G.R. No. 154127, 8 December 2003
Petitioner Romeo Garcia and de Jesus borrowed P400,000.00 from respondent Dionisio Llamas. They executed a promissory note wherein they bound themselves jointly and severally to pay the loan with a 5% interest/month.
The loan has long been overdue and, despite repeated demands, petitioner and de Jesus have failed and refused to pay it. Which leads respondent to file a complaint. Petitioner averred that he assumed no liability under the promissory note because he signed it merely as an accommodation party for de Jesus; and, that he is relieved from any liability arising from the note since the loan had been paid by de Jesus thru a check; and that, the issuance of the check and respondents acceptance thereof novated the note.
Respondent asserted that the loan remained unpaid for because the check issued by de Jesus bounced. RTC rendered judgment in favor of respondent, ordering petitioner & de Jesus to pay jointly & severally. CA ruled that no novation, express or implied, had taken place.
Whether or Not there was a novation of the obligation.
No. There was no novation of obligation that took place.
The parties did not declare that the old obligation had been extinguished by the issuance and the acceptance of the check, or that the check would take the place of the note. There is no incompatibility between the promissory note and the check. The check had been issued only to answer for the obligation. On the one hand, the note evidences the loan obligation; and on the other, the check answers for it. Hence, the two can stand together.

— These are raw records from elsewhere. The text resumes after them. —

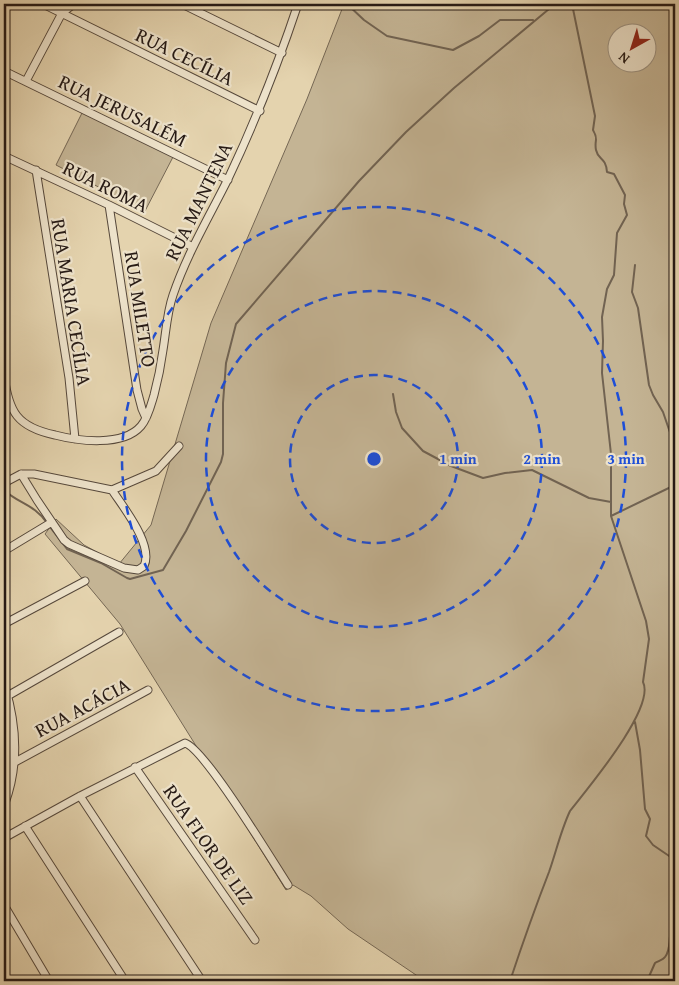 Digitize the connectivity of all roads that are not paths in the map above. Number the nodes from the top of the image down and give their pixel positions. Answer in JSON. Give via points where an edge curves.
{"nodes":[{"id":1,"x":43,"y":4,"type":"edge"},
{"id":2,"x":74,"y":4,"type":"edge"},
{"id":3,"x":182,"y":4,"type":"edge"},
{"id":4,"x":298,"y":4,"type":"edge"},
{"id":5,"x":62,"y":13,"type":"junction"},
{"id":6,"x":282,"y":53,"type":"junction"},
{"id":7,"x":4,"y":71,"type":"edge"},
{"id":8,"x":26,"y":81,"type":"junction"},
{"id":9,"x":260,"y":111,"type":"junction"},
{"id":10,"x":4,"y":156,"type":"edge"},
{"id":11,"x":36,"y":170,"type":"junction"},
{"id":12,"x":228,"y":180,"type":"junction"},
{"id":13,"x":108,"y":205,"type":"junction"},
{"id":14,"x":193,"y":247,"type":"junction"},
{"id":15,"x":4,"y":376,"type":"edge"},
{"id":16,"x":146,"y":418,"type":"junction"},
{"id":17,"x":75,"y":438,"type":"junction"},
{"id":18,"x":180,"y":446,"type":"dead end"},
{"id":19,"x":21,"y":474,"type":"junction"},
{"id":20,"x":4,"y":483,"type":"edge"},
{"id":21,"x":112,"y":490,"type":"junction"},
{"id":22,"x":52,"y":522,"type":"junction"},
{"id":23,"x":4,"y":551,"type":"edge"},
{"id":24,"x":85,"y":581,"type":"dead end"},
{"id":25,"x":4,"y":624,"type":"edge"},
{"id":26,"x":119,"y":632,"type":"dead end"},
{"id":27,"x":148,"y":690,"type":"dead end"},
{"id":28,"x":5,"y":694,"type":"edge"},
{"id":29,"x":14,"y":762,"type":"junction"},
{"id":30,"x":4,"y":768,"type":"edge"},
{"id":31,"x":135,"y":768,"type":"junction"},
{"id":32,"x":80,"y":796,"type":"junction"},
{"id":33,"x":4,"y":803,"type":"edge"},
{"id":34,"x":25,"y":826,"type":"junction"},
{"id":35,"x":4,"y":838,"type":"edge"},
{"id":36,"x":288,"y":885,"type":"dead end"},
{"id":37,"x":4,"y":905,"type":"edge"},
{"id":38,"x":255,"y":940,"type":"dead end"},
{"id":39,"x":49,"y":981,"type":"edge"},
{"id":40,"x":125,"y":981,"type":"edge"},
{"id":41,"x":202,"y":981,"type":"edge"}],
"edges":[{"from":1,"to":5,"type":"street","name":"RUA CECÍLIA"},
{"from":2,"to":5,"type":"street"},
{"from":3,"to":6,"type":"street"},
{"from":4,"to":6,"type":"street","name":"RUA MANTENA"},
{"from":5,"to":8,"type":"street"},
{"from":5,"to":9,"type":"street","name":"RUA CECÍLIA"},
{"from":6,"to":9,"type":"street","name":"RUA MANTENA"},
{"from":7,"to":8,"type":"street","name":"RUA JERUSALÉM"},
{"from":8,"to":12,"type":"street","name":"RUA JERUSALÉM"},
{"from":9,"to":12,"type":"street","name":"RUA MANTENA"},
{"from":10,"to":11,"type":"street","name":"RUA ROMA"},
{"from":11,"to":13,"type":"street","name":"RUA ROMA"},
{"from":11,"to":17,"type":"street","name":"RUA MARIA CECÍLIA","via":[[69,378]]},
{"from":12,"to":14,"type":"street","name":"RUA MANTENA"},
{"from":13,"to":14,"type":"street","name":"RUA ROMA"},
{"from":13,"to":16,"type":"street","name":"RUA MILETTO","via":[[137,390]]},
{"from":14,"to":16,"type":"street","name":"RUA MANTENA","via":[[170,304],[156,388]]},
{"from":15,"to":17,"type":"street","via":[[10,406],[21,421],[39,431]]},
{"from":16,"to":17,"type":"street","via":[[136,430],[119,438]]},
{"from":18,"to":21,"type":"street","via":[[156,471]]},
{"from":19,"to":20,"type":"street"},
{"from":19,"to":21,"type":"street","via":[[37,474]]},
{"from":19,"to":22,"type":"street"},
{"from":21,"to":22,"type":"street","via":[[142,540],[146,558],[141,569],[124,568],[72,546]]},
{"from":22,"to":23,"type":"street"},
{"from":24,"to":25,"type":"street"},
{"from":26,"to":28,"type":"street"},
{"from":27,"to":29,"type":"street","name":"RUA ACÁCIA"},
{"from":28,"to":29,"type":"street","via":[[12,724]]},
{"from":29,"to":30,"type":"street","name":"RUA ACÁCIA"},
{"from":29,"to":33,"type":"street"},
{"from":31,"to":32,"type":"street"},
{"from":31,"to":36,"type":"street","via":[[182,744],[194,748]]},
{"from":31,"to":38,"type":"street","name":"RUA FLOR DE LIZ"},
{"from":32,"to":34,"type":"street"},
{"from":32,"to":41,"type":"street"},
{"from":34,"to":35,"type":"street"},
{"from":34,"to":40,"type":"street"},
{"from":37,"to":39,"type":"street"}]}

Neither could the payment of interests, Such payment was already provided for in the promissory note and, like the check, was totally in accord with the terms and conditions thereof.
Petitioners argue that the obligation was novated by the substitution of debtors is without merit because petitioner has not shown that he was expressly released from the obligation, that a third person was substituted in his place, or that the joint and solidary obligation was canceled and substituted by the solitary undertaking of De Jesus. The law requires that the creditor expressly consents to the substitution of a new debtor.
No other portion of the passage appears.